The Proto-Indo-Europeans and Their Diaspora

There is a huge literature devoted to the Indo-European migrations and development of the Indo-European daughter languages, all of which is based ultimately on the reconstruction of the ancestral language, Proto-Indo-European.1080 Because the traditional reconstruction of the Proto-Indo-European phonological system embodies a fundamental mistake—first recognized implicitly in a brilliant article by Hermann Grassmann published in 1863—scholars attempting to draw conclusions about the nature of the protolanguage and the course of its development into the attested daughter languages (i. e., the daughter families, such as Germanic, Italic, Slavic, In-dic, and so on), all of which work depends on historical phonology above all, have in many cases drawn wrong conclusions. Despite Grassmann’s contribution,1081 he was not able to solve the fundamental problem with the reconstruction of Indo-European, mainly because he wrote before the discovery or invention of the phoneme.1082

The problem, as now acknowledged by all Indo-Europeanists, is that the traditional reconstruction of the Proto-Indo-European stop consonants

Has an unvoiced unaspirated series (e. g., *p, *t, *k), a voiced unaspirated series ([*b,] *d, *g), and a voiced aspirated series (*bh, *dh, *gh). When it became generally recognized that this is a typologically unlikely, if not impossible, phonological system that has other significant problems—most importantly, initial *b cannot be reconstructed in this theory of Proto-Indo-European—it was agreed that correction of the reconstruction was necessary. Several attempts have been made to solve the problem, and in fact they are a major topic of Indo-European linguistics—for example, in addition to Szemerenyi’s attempt, Gamkrelidze and Ivanov published a monumental work on the glottalic theory.1083 None of the proposals have worked, however, and none have achieved general acceptance, because they do not actually solve the problem. Although some prominent linguists have accepted Gamkrelidze and Ivanov’s proposal, it not only does not solve the problem at hand, it actually makes it worse.

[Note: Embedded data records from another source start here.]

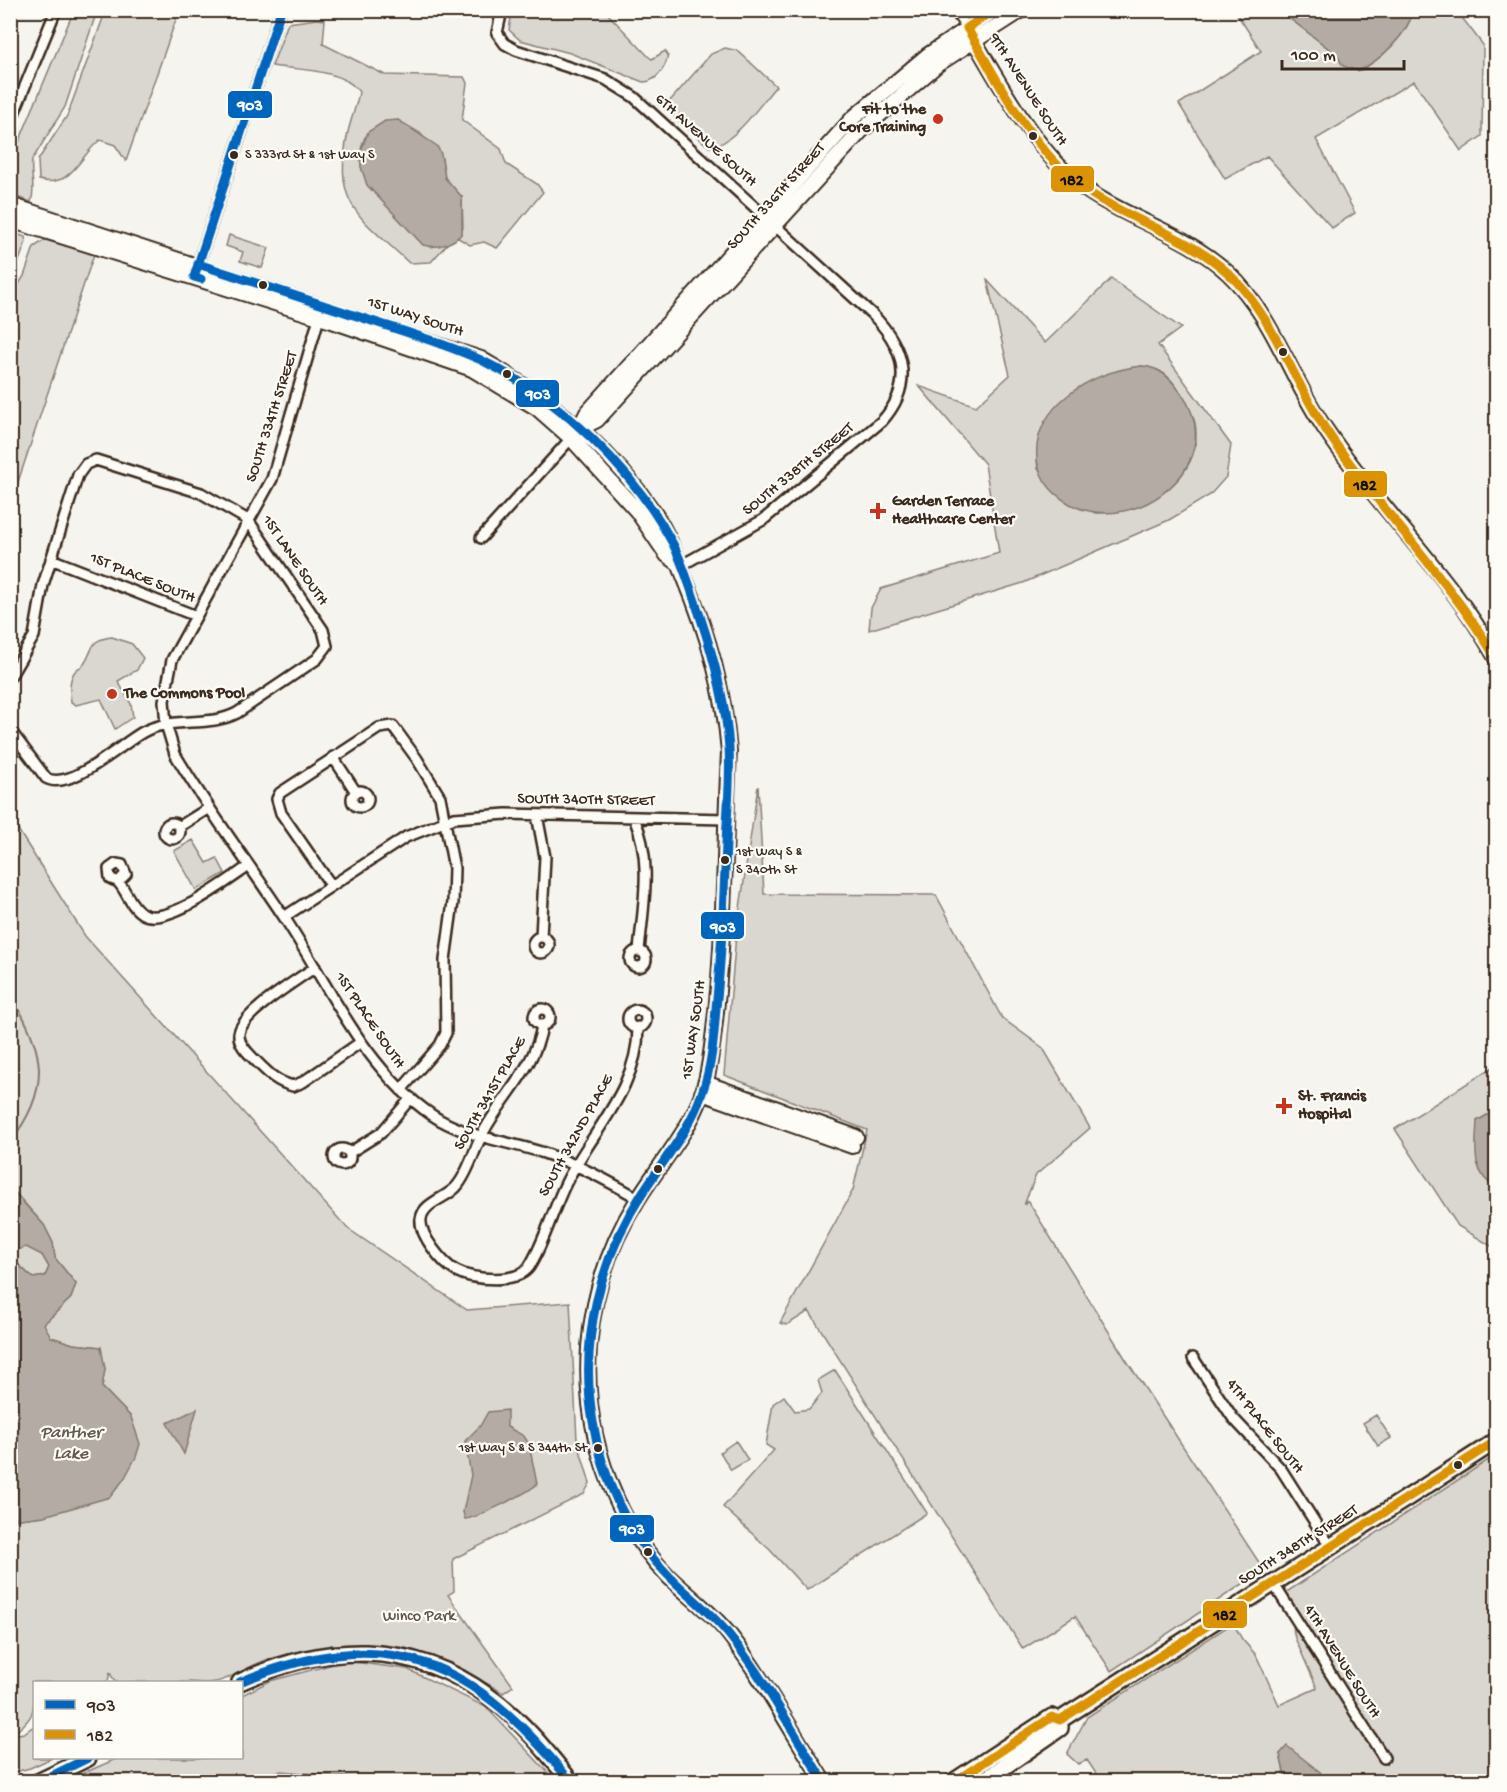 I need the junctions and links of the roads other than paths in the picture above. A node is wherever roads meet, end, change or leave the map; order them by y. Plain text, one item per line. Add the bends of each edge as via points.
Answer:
1 (56, 10) edge
2 (281, 10) edge
3 (502, 10) edge
4 (955, 10) edge
5 (995, 10) edge
6 (1022, 10) edge
7 (971, 34) junction
8 (10, 123) edge
9 (10, 205) edge
10 (769, 219) junction
11 (10, 220) edge
12 (60, 230) junction
13 (196, 271) junction
14 (319, 318) junction
15 (902, 368) joint
16 (575, 434) junction
17 (248, 520) junction
18 (481, 538) dead end
19 (51, 559) junction
20 (679, 564) junction
21 (196, 616) junction
22 (1497, 658) edge
23 (10, 677) edge
24 (166, 724) junction
25 (10, 730) edge
26 (333, 758) junction
27 (356, 792) dead end
28 (209, 808) junction
29 (537, 815) junction
30 (634, 818) junction
31 (726, 819) junction
32 (446, 821) junction
33 (180, 826) dead end
34 (249, 866) junction
35 (118, 882) dead end
36 (331, 885) junction
37 (284, 917) junction
38 (541, 937) dead end
39 (639, 951) dead end
40 (315, 967) junction
41 (542, 1026) dead end
42 (638, 1027) dead end
43 (361, 1042) junction
44 (704, 1088) junction
45 (401, 1090) junction
46 (411, 1098) junction
47 (481, 1136) junction
48 (854, 1141) dead end
49 (349, 1153) dead end
50 (576, 1165) junction
51 (638, 1198) junction
52 (473, 1275) joint
53 (1193, 1358) dead end
54 (1497, 1441) edge
55 (1330, 1546) junction
56 (1273, 1583) junction
57 (243, 1682) edge
58 (1060, 1720) junction
59 (1384, 1758) dead end
60 (86, 1759) edge
61 (38, 1782) edge
62 (571, 1782) edge
63 (824, 1782) edge
64 (952, 1782) edge
65 (982, 1782) edge

1 - 8 street
2 - 13 street
3 - 10 street, 6TH AVENUE SOUTH via 499,37 516,50 569,65 618,86 650,110
4 - 7 street, 9TH AVENUE SOUTH
5 - 7 main road, SOUTH 336TH STREET
6 - 7 main road, SOUTH 336TH STREET
7 - 10 main road, SOUTH 336TH STREET
7 - 22 main road, 9TH AVENUE SOUTH via 1039,143 1065,172 1095,195 1205,254 1241,288 1268,327 1326,431 1451,589
9 - 12 main road
10 - 15 street, 6TH AVENUE SOUTH via 890,332
10 - 16 main road, SOUTH 336TH STREET via 587,413
11 - 12 main road
12 - 13 main road, 1ST WAY SOUTH
13 - 14 main road, 1ST WAY SOUTH
13 - 16 main road, 1ST WAY SOUTH via 481,358 542,397
14 - 16 main road, 1ST WAY SOUTH via 472,369
14 - 17 street, SOUTH 334TH STREET via 272,479
15 - 20 street, SOUTH 338TH STREET via 898,397 882,421 763,520
16 - 18 street, SOUTH 336TH STREET
16 - 20 main road, 1ST WAY SOUTH via 667,555
17 - 19 street, 1ST LANE SOUTH via 201,493 102,461 89,462 78,476
17 - 21 street, SOUTH 334TH STREET
17 - 24 street, 1ST LANE SOUTH via 316,620 327,645 317,659 237,713 212,720
19 - 21 street, 1ST PLACE SOUTH
19 - 23 street via 33,636
20 - 31 main road, 1ST WAY SOUTH via 706,631 722,691 729,752
21 - 24 street, 1ST PLACE SOUTH via 167,675
24 - 25 street via 141,733 87,770 60,781 46,778
24 - 28 street, 1ST PLACE SOUTH via 175,754
26 - 27 street
26 - 32 street via 379,728 393,726 434,784
26 - 36 street via 279,793 277,799 281,813
28 - 33 street
28 - 34 street, 1ST PLACE SOUTH
29 - 30 street, SOUTH 340TH STREET
29 - 32 street, SOUTH 340TH STREET via 475,815
29 - 38 street via 545,857
30 - 31 street, SOUTH 340TH STREET
30 - 39 street via 642,840 646,874
31 - 44 main road, 1ST WAY SOUTH via 721,953
32 - 36 street, SOUTH 340TH STREET via 406,837
32 - 45 street via 454,868 445,960 447,1026 440,1045
34 - 35 street via 178,910 153,917 134,906
34 - 37 street, 1ST PLACE SOUTH
36 - 37 street, SOUTH 340TH STREET
37 - 40 street, 1ST PLACE SOUTH
40 - 43 street, 1ST PLACE SOUTH
40 - 43 street via 251,1014 239,1031 239,1040 274,1078 293,1086
41 - 47 street, SOUTH 341ST PLACE via 529,1061
42 - 50 street, SOUTH 342ND PLACE via 633,1059 622,1089
43 - 45 street, 1ST PLACE SOUTH
44 - 48 main road
44 - 51 main road, 1ST WAY SOUTH via 687,1127
45 - 46 street, 1ST PLACE SOUTH
46 - 47 street, 1ST PLACE SOUTH via 441,1121
46 - 49 street via 386,1129
47 - 50 street, 1ST PLACE SOUTH
47 - 52 street, SOUTH 341ST PLACE via 460,1184 428,1207 421,1220 445,1262 459,1272
50 - 51 street, 1ST PLACE SOUTH
50 - 52 street, SOUTH 342ND PLACE via 526,1271 509,1279
51 - 63 main road, 1ST WAY SOUTH via 603,1271 591,1318 589,1396 604,1467 642,1544 670,1577 728,1632
53 - 55 street, 4TH PLACE SOUTH via 1233,1418 1281,1469
54 - 55 main road, SOUTH 348TH STREET
55 - 56 main road, SOUTH 348TH STREET
56 - 58 main road, SOUTH 348TH STREET
56 - 59 street, 4TH AVENUE SOUTH
57 - 62 main road via 267,1670 324,1654 374,1654 423,1663 456,1676 490,1697
58 - 64 main road, SOUTH 348TH STREET via 1052,1718
58 - 65 main road, SOUTH 348TH STREET via 1060,1728
60 - 61 main road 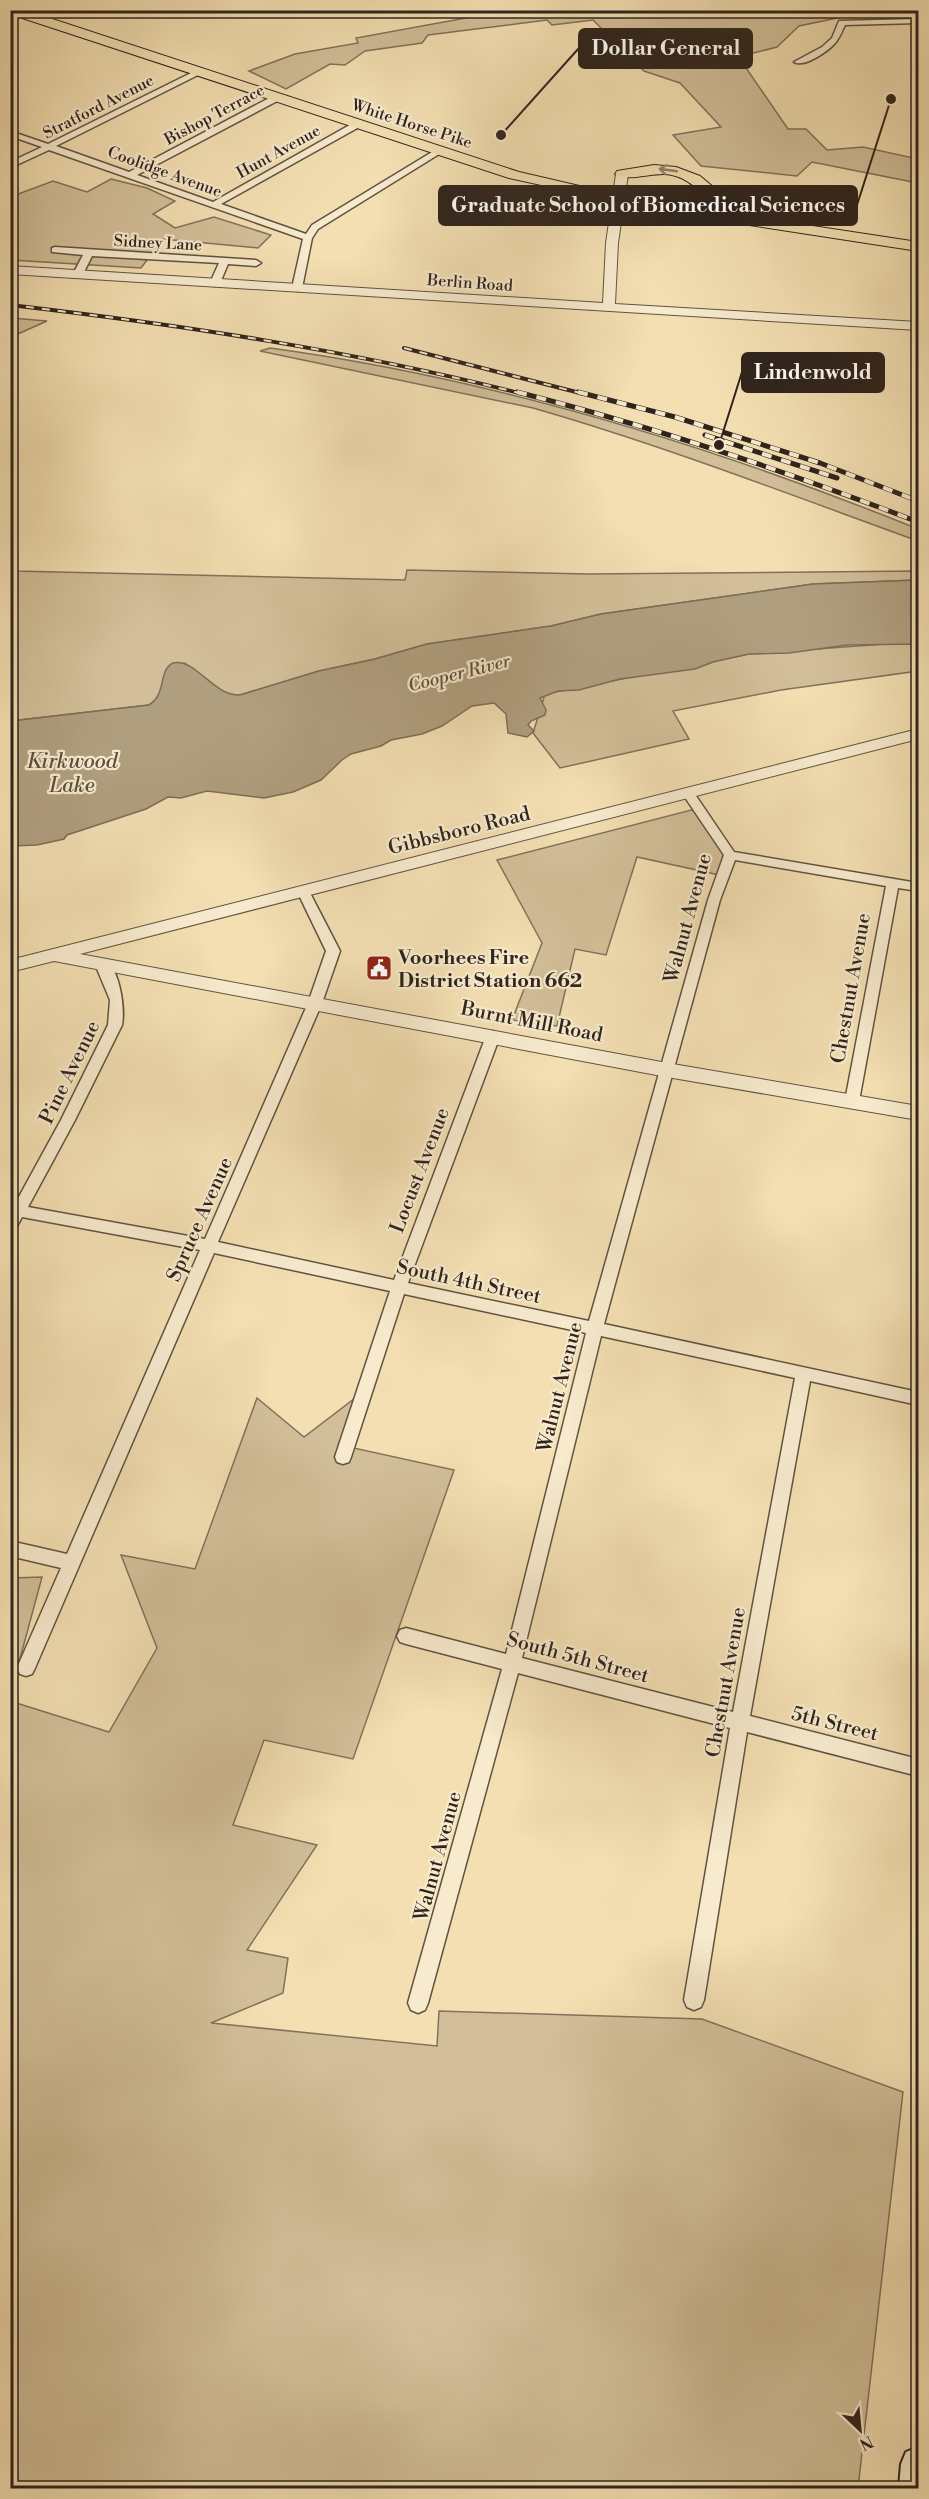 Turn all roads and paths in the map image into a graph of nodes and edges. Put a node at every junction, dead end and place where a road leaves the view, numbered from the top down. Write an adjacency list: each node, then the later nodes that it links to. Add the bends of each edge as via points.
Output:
1 (11, 10): 3 (highway, White Horse Pike)
2 (60, 10): 3 (street)
3 (43, 21): 6 (highway, White Horse Pike)
4 (918, 21): 5 (street, via 847,22 825,49)
5 (798, 62)
6 (199, 71): 7 (highway, White Horse Pike); 10 (street, Stratford Avenue)
7 (278, 97): 8 (highway, White Horse Pike); 13 (street, Bishop Terrace)
8 (358, 124): 11 (highway, White Horse Pike); 16 (street, Hunt Avenue)
9 (10, 133): 10 (street, Coolidge Avenue)
10 (50, 147): 12 (street, Stratford Avenue); 13 (street, Coolidge Avenue)
11 (440, 151): 15 (highway, White Horse Pike, via 520,177); 18 (street, via 315,227)
12 (10, 166)
13 (132, 174): 16 (street, Coolidge Avenue)
14 (622, 174): 15 (street); 17 (highway, one-way to 14, via 726,209 704,185 681,172 654,169)
15 (617, 199): 17 (highway, White Horse Pike); 28 (street)
16 (213, 205): 18 (street, Coolidge Avenue)
17 (752, 220): 19 (highway, White Horse Pike)
18 (308, 237): 27 (street)
19 (918, 247)
20 (55, 250): 21 (street, Sidney Lane)
21 (89, 253): 22 (street, Sidney Lane); 25 (street, Sidney Lane)
22 (225, 261): 23 (street, Sidney Lane); 26 (street, Sidney Lane)
23 (256, 262)
24 (13, 269): 25 (street, Berlin Road)
25 (78, 274): 26 (street, Berlin Road)
26 (215, 283): 27 (street, Berlin Road)
27 (297, 288): 28 (street, Berlin Road)
28 (609, 308): 29 (street, Berlin Road)
29 (918, 326)
30 (918, 734): 31 (street, Gibbsboro Road)
31 (688, 793): 32 (street, Walnut Avenue); 35 (street, Gibbsboro Road)
32 (730, 855): 33 (street); 41 (street, Walnut Avenue)
33 (892, 882): 34 (street); 42 (street, Chestnut Avenue)
34 (918, 887)
35 (303, 891): 36 (street, Gibbsboro Road); 39 (street, Spruce Avenue, via 333,951)
36 (53, 955): 37 (street, Burnt Mill Road); 38 (street, Gibbsboro Road)
37 (102, 964): 39 (street, Burnt Mill Road); 44 (street, Pine Avenue, via 116,993 115,1024 68,1120)
38 (10, 966)
39 (315, 1003): 40 (street, Burnt Mill Road); 46 (street, Spruce Avenue)
40 (493, 1036): 41 (street, Burnt Mill Road); 47 (street, Locust Avenue)
41 (667, 1070): 42 (street, Burnt Mill Road); 48 (street, Walnut Avenue)
42 (852, 1101): 43 (street, Burnt Mill Road)
43 (918, 1113)
44 (14, 1210): 45 (street, Pine Avenue); 46 (street, South 4th Street)
45 (10, 1226)
46 (210, 1246): 47 (street, South 4th Street); 53 (street, Spruce Avenue)
47 (399, 1287): 48 (street, South 4th Street); 51 (street, Locust Avenue)
48 (595, 1329): 49 (street, South 4th Street); 55 (street, Walnut Avenue)
49 (804, 1373): 50 (street, South 4th Street); 57 (street, Chestnut Avenue)
50 (918, 1398)
51 (343, 1457)
52 (10, 1548): 53 (street)
53 (72, 1563): 56 (street, Spruce Avenue)
54 (406, 1636): 55 (street, South 5th Street)
55 (512, 1663): 57 (street, South 5th Street); 60 (street, Walnut Avenue)
56 (26, 1668)
57 (740, 1722): 58 (street, 5th Street); 59 (street, Chestnut Avenue)
58 (918, 1768)
59 (694, 2000)
60 (418, 2003)
61 (918, 2464): 62 (main road)
62 (916, 2488)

The solution to the problem1084 is that the traditional three-way opposition of stops is an incorrect reconstruction from the point of view of the phonemic status of the phones involved. It has been known for most of a century, if not longer,1085 that the putative phonemes in question do not occur freely in all positions. Analysis of the accepted constraints shows that the two voiced series ([*b]: *bh, *d : *dh, *g : *gh) occur in complementary distribution and are thus allophones of a unitary voiced phoneme series (*b, *d, *g). They reflect the history of a temporary allophonic distinction that later became phonemic in some of the daughter languages, though in all attested languages that unnatural system has been changed to a natural two-way or four-way opposition of stops. The distinctions therefore can be reconstructed only for a temporary, convergent group consisting of languages that share the characteristic of having a reconstructible three-way opposition in the stops. A three-way system thus cannot be reconstructed to Proto-Indo-European, which had only a two-way phonemic opposition of stops—that is, *p : *b, *t : *d, *k : *g—and no missing *b. Because the other Indo-European daughter languages have either a two-way series in the stops, or a one-way series system (i. e., phonemic *p, *t, *k only) with residual evidence of an earlier two-way system, Proto-Indo-European could only have had a two-way phonemic opposition in its stops.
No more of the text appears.